This article walks through the conceptual foundation, the six rock typing methods the platform will support, the system architecture, the role of agentic AI, and the phased roadmap we are following to bring it to life. Whether you are a petrophysicist evaluating new workflows, a reservoir engineer wondering how AI fits into your toolkit, or a technical manager scoping a digital transformation initiative, this primer should give you a complete picture of what modern rock typing can look like in 2026.
Pore Throats Are the Story
Before discussing methods, it is worth re-grounding ourselves in what rock typing actually means. The term gets used loosely — sometimes for lithofacies, sometimes for electrofacies, sometimes for hydraulic flow units. The most useful definition for engineering purposes is this: rock typing is the process of classifying reservoir rocks into populations that share similar flow behavior, regardless of their geological labels.

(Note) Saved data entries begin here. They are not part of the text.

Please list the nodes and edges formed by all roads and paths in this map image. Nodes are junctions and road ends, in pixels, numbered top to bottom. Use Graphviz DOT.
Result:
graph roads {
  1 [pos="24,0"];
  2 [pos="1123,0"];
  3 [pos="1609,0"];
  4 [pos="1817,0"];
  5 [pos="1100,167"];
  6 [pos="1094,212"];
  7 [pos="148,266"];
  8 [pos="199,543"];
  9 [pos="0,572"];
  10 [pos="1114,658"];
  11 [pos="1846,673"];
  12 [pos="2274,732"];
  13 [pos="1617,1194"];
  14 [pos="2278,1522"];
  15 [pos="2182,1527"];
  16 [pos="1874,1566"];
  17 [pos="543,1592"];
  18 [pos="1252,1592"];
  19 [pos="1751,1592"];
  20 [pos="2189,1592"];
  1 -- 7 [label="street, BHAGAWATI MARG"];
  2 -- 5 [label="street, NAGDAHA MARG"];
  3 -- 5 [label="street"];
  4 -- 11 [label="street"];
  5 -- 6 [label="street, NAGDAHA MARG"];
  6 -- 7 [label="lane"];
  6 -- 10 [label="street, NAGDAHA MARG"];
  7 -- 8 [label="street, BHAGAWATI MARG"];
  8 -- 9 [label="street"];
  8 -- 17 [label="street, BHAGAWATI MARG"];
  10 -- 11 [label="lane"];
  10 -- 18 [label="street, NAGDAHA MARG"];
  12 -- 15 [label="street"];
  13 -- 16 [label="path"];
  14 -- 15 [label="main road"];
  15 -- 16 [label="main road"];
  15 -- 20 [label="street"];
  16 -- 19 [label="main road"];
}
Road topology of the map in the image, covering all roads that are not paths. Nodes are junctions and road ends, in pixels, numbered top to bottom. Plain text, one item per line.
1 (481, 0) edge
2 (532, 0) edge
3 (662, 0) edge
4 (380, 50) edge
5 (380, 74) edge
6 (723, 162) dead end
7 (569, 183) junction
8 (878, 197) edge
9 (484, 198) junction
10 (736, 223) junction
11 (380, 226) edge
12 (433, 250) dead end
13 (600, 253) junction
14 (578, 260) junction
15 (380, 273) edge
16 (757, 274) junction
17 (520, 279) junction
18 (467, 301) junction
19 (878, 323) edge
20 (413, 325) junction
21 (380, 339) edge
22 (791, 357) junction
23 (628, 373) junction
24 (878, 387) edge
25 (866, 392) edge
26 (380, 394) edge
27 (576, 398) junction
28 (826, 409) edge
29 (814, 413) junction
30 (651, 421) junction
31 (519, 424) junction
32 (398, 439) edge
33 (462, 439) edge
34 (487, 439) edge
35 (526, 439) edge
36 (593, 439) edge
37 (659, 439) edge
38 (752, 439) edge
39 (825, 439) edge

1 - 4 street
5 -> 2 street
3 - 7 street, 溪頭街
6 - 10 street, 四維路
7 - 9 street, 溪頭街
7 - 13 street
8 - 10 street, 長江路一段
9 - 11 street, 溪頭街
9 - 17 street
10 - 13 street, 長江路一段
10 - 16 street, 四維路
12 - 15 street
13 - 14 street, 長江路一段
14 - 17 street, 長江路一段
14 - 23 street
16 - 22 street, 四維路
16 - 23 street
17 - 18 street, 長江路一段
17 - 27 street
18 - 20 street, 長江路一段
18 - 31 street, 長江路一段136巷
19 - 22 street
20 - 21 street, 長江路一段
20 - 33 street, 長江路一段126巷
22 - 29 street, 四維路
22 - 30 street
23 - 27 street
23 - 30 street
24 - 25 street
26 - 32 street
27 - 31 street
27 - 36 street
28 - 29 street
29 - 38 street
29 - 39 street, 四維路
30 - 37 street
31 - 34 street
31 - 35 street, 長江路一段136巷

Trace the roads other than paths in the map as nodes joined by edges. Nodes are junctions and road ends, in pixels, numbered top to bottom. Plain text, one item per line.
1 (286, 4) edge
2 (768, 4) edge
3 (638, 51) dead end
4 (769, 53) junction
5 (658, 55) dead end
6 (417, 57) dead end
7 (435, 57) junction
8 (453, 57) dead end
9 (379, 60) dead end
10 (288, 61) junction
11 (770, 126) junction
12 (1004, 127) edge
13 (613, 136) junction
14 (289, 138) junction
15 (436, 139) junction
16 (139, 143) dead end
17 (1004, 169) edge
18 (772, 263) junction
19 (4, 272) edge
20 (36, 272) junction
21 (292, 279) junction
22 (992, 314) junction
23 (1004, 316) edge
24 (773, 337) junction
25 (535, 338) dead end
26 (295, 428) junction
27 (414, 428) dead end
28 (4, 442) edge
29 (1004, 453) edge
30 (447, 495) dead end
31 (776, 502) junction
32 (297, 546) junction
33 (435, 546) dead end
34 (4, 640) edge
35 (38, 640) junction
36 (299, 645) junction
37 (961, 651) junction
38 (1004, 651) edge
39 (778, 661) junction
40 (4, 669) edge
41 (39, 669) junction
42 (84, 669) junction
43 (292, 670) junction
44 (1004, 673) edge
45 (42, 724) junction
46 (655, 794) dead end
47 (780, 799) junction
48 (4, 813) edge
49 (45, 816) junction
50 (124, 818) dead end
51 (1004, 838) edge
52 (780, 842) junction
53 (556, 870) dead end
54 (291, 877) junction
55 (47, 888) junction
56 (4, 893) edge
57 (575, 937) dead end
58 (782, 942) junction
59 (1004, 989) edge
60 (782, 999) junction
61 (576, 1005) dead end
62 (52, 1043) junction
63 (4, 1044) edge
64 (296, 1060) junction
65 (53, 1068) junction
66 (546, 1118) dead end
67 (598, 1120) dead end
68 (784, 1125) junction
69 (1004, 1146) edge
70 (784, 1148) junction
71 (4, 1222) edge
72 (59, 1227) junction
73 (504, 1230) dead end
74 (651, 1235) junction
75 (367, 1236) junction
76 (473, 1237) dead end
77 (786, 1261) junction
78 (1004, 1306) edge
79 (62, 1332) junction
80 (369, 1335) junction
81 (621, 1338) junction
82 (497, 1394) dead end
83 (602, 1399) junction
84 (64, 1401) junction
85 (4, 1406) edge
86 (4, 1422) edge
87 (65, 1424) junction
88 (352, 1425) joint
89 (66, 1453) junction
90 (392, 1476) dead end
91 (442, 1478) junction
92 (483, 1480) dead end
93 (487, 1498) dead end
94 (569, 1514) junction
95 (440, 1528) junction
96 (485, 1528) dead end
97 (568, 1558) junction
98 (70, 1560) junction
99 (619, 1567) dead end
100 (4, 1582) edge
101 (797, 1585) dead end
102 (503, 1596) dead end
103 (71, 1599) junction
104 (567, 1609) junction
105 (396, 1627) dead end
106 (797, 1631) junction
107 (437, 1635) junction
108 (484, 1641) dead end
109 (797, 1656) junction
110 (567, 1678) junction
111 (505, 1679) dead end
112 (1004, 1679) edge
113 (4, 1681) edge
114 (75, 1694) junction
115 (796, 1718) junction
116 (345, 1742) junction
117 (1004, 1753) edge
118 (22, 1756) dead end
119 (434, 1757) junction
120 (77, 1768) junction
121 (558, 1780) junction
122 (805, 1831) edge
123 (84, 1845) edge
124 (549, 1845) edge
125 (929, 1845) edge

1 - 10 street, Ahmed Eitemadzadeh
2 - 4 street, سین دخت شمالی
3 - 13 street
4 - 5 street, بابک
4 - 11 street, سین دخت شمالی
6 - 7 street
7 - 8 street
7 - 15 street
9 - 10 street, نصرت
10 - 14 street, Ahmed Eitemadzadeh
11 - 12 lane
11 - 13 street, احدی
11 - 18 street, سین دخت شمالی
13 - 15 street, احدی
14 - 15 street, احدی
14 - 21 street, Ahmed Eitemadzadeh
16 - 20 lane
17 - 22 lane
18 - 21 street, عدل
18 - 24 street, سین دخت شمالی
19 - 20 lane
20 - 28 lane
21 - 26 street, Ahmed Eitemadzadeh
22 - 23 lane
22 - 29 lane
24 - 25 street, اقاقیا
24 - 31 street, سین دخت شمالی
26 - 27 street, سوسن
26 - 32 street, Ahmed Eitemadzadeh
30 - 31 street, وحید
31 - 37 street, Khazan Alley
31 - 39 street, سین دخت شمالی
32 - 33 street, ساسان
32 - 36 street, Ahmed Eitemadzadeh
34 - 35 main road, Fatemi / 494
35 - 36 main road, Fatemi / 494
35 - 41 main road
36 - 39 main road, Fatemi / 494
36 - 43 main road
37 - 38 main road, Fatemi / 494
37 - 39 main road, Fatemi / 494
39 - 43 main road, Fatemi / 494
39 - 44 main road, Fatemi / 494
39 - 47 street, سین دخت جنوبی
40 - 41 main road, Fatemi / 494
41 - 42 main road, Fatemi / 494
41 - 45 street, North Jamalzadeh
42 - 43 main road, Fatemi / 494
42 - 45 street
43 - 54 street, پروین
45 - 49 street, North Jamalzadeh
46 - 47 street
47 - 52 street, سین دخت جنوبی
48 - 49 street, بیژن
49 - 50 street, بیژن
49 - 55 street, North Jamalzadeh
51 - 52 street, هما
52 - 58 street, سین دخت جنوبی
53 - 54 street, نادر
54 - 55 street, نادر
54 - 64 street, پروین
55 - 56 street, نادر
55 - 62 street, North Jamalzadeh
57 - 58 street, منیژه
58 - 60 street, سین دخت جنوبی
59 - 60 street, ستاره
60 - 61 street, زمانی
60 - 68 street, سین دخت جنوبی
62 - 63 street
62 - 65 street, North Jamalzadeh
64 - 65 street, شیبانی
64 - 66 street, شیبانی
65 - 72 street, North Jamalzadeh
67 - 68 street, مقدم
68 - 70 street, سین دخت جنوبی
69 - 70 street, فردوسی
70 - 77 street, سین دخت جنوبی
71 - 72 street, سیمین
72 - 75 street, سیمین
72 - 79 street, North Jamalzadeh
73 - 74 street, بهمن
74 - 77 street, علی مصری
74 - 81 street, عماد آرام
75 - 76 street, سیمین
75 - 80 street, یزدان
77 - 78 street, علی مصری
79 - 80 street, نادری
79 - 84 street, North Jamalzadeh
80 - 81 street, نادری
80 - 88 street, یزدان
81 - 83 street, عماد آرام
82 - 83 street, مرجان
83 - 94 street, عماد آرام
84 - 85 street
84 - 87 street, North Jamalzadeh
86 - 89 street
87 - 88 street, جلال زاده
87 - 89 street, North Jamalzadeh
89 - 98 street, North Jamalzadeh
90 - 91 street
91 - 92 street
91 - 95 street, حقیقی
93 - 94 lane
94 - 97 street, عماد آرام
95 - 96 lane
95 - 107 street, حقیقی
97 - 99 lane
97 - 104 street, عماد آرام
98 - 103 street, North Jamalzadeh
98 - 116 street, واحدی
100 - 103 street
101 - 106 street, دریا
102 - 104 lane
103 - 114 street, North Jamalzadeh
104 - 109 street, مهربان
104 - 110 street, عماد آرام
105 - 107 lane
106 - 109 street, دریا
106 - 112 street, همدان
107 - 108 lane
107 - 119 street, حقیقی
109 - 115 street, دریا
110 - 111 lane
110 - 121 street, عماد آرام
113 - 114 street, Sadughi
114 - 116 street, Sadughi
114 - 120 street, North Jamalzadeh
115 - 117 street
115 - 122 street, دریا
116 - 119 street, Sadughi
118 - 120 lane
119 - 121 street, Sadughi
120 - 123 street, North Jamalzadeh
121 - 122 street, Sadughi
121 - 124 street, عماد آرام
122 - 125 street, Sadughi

The physical basis is pore throat geometry. Two rocks with identical mineralogy and grain size can have radically different permeability if their pore throats — the narrow constrictions that connect larger pore bodies — are different. Conversely, two rocks of different lithologies can behave identically in flow if their pore throat distributions happen to match. The Kozeny-Carman equation, the theoretical backbone of most modern rock typing methods, formalizes this intuition by linking permeability to porosity, specific surface area, and tortuosity through pore-scale geometry.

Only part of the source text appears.